Very erect old trees to both sides of the path protected us from the sunshine. Some shady and humid areas were followed by clearings that unveiled the different shapes of nature.
Whenever we get to a tourist destination, it is usual for us to walk around for walking is one of the means that let us reach those sites we wish to see. In turn, it is a fantastic exercise we seldom practice. Once at Villa La Angostura, we resolved to reach Belvedere Viewpoint and Inacayal Cascade, both located in the Mapuche territory. On the arranged day, right after breakfast, we packed a bottle of water, sodas and some cereal bars and set off. We parked the car and were amazed at the thick forest in front of us. It was amazingly tall and mixed.
The trail was broad and inexplicably beautiful. A mattress of leaves would cushion our step and tinge the area with a golden hue. We were surprised by the steep slope. At first, we chatted and laughed with the group. Later on, the conversation died out because we needed all the air we could take in order to climb. We went up to an open wild area. It was a kind of platform towards the sky. We took a while to check the view against the map we carried. The vastness of the Northern arm of Lake Nahuel Huapi, the short Correntoso River with its bridge on Route 231 and the partial view of Lake Correntoso stood out. In the background, we could see the mountain range that represents the Chilean border. Below, we observed the old Hotel Correntoso and the shores of both lakes, where anglers enjoy an excellent fishing environment to catch salmonidae. We sat on the root of a huge radal tree to have a snack. It was not until then that we made our visual reading of what nature was presenting altogether. We all agreed that the effort we had just made to climb up there was completely worthwhile.
In Its Own Handwriting
An old sign set up by the Nahuel Huapi National Park Administration showed us how to get to Inacayal Cascade. From that point and on our way down, we realized that we had not crossed a single soul on the way. The sunshine was getting more and more intense but the shade provided good shelter. Following the same trail we had used to go up, we reached a fork and followed the signs towards the creek. In a very humid area, we saw a hamlet with greenhouses and domestic animals.
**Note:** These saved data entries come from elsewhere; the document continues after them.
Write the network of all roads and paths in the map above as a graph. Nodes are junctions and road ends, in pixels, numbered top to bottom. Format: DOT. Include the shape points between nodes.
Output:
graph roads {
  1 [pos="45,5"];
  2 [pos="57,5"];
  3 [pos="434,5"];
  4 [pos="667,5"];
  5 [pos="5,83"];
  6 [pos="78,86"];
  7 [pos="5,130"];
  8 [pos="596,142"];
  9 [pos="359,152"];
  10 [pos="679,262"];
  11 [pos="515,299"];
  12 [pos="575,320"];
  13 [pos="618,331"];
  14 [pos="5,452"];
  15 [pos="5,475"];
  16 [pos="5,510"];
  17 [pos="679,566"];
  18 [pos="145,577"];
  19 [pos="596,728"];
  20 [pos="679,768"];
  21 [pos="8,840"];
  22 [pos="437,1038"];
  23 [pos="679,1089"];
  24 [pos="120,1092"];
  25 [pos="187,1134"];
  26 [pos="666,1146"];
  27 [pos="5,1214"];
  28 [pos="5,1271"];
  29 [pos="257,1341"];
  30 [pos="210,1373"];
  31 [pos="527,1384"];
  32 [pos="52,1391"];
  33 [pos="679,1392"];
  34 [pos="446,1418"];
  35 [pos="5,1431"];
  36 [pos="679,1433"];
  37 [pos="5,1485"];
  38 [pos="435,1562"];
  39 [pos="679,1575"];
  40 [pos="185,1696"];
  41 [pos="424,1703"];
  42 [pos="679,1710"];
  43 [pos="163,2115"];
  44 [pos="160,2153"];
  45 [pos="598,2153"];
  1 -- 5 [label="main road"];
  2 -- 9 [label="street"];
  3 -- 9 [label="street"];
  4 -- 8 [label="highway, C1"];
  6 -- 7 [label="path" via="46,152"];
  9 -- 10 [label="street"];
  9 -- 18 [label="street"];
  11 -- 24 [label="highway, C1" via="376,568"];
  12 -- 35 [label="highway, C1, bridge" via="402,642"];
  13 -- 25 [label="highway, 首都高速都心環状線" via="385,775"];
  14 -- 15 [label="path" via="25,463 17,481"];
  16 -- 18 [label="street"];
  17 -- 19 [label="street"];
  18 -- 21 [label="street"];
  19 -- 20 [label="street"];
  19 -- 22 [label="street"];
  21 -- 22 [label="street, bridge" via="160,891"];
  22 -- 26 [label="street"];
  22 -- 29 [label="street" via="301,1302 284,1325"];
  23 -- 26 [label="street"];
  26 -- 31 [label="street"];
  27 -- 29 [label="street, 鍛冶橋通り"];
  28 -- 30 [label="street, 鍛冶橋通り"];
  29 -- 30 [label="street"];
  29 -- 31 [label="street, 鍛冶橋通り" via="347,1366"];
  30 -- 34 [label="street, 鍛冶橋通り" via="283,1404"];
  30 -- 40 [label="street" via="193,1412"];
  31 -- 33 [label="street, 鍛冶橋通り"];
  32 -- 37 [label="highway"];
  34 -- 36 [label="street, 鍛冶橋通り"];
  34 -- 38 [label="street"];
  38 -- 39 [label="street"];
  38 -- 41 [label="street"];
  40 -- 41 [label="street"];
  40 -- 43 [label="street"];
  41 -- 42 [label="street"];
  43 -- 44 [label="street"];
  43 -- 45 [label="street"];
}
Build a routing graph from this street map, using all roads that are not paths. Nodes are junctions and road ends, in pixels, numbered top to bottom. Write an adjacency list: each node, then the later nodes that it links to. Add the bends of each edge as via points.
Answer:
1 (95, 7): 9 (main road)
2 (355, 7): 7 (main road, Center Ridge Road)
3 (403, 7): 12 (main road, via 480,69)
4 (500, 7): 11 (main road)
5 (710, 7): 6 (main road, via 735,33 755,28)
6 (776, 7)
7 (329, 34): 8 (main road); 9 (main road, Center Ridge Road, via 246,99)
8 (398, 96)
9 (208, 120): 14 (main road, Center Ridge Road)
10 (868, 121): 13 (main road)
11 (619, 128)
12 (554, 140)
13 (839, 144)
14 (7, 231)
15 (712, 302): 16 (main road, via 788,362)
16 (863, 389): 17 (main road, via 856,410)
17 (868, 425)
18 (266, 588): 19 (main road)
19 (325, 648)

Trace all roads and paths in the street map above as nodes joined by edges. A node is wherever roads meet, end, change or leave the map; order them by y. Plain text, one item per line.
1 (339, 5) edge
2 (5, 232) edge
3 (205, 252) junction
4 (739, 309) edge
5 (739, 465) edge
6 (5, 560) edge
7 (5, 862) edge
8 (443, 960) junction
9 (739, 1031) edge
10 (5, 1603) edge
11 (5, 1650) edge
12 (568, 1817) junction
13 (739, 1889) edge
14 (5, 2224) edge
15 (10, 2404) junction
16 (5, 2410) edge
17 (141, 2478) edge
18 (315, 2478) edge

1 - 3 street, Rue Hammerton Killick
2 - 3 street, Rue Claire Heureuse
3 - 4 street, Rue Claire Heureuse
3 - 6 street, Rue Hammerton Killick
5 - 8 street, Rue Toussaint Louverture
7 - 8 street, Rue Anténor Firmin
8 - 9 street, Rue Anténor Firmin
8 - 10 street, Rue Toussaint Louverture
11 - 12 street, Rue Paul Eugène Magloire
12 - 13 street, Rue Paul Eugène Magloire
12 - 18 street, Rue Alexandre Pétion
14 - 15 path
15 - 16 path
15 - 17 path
We were encouraged by the sound of the water running in the creek in the distance. The forest became thicker. Many trees had fallen down due to the lack of space to get enough light and air. We saw the logs resting on the ground. We made out the tree species represented by a wide range of Nothofagus. The timid birds did not appear before us but let us hear their stifled voices. The mountain creek was quite narrow, flowing over grey and very white stones, as if they had been bleached by the sunshine. The water looked turquoise, maybe because it was the result of meltdown. We followed the trails near Las Piedritas Creek towards its source and faced the ravine and the spectacular cascade we were looking for. We were astonished to see the water circles and the gushes of foam that emerged from the very spot where the water fell into the pool.
Music without Instruments
The noise was deafening and the magnetism, huge. There was low, glossy vegetation, teeming with ferns. We sat there for a moment, enjoying the view. Afterwards, we retraced our steps. Finally, we got to our vehicle. It was then that we felt the tour had been demanding but also the perfect excuse to wander about the native species and their exquisite aromas.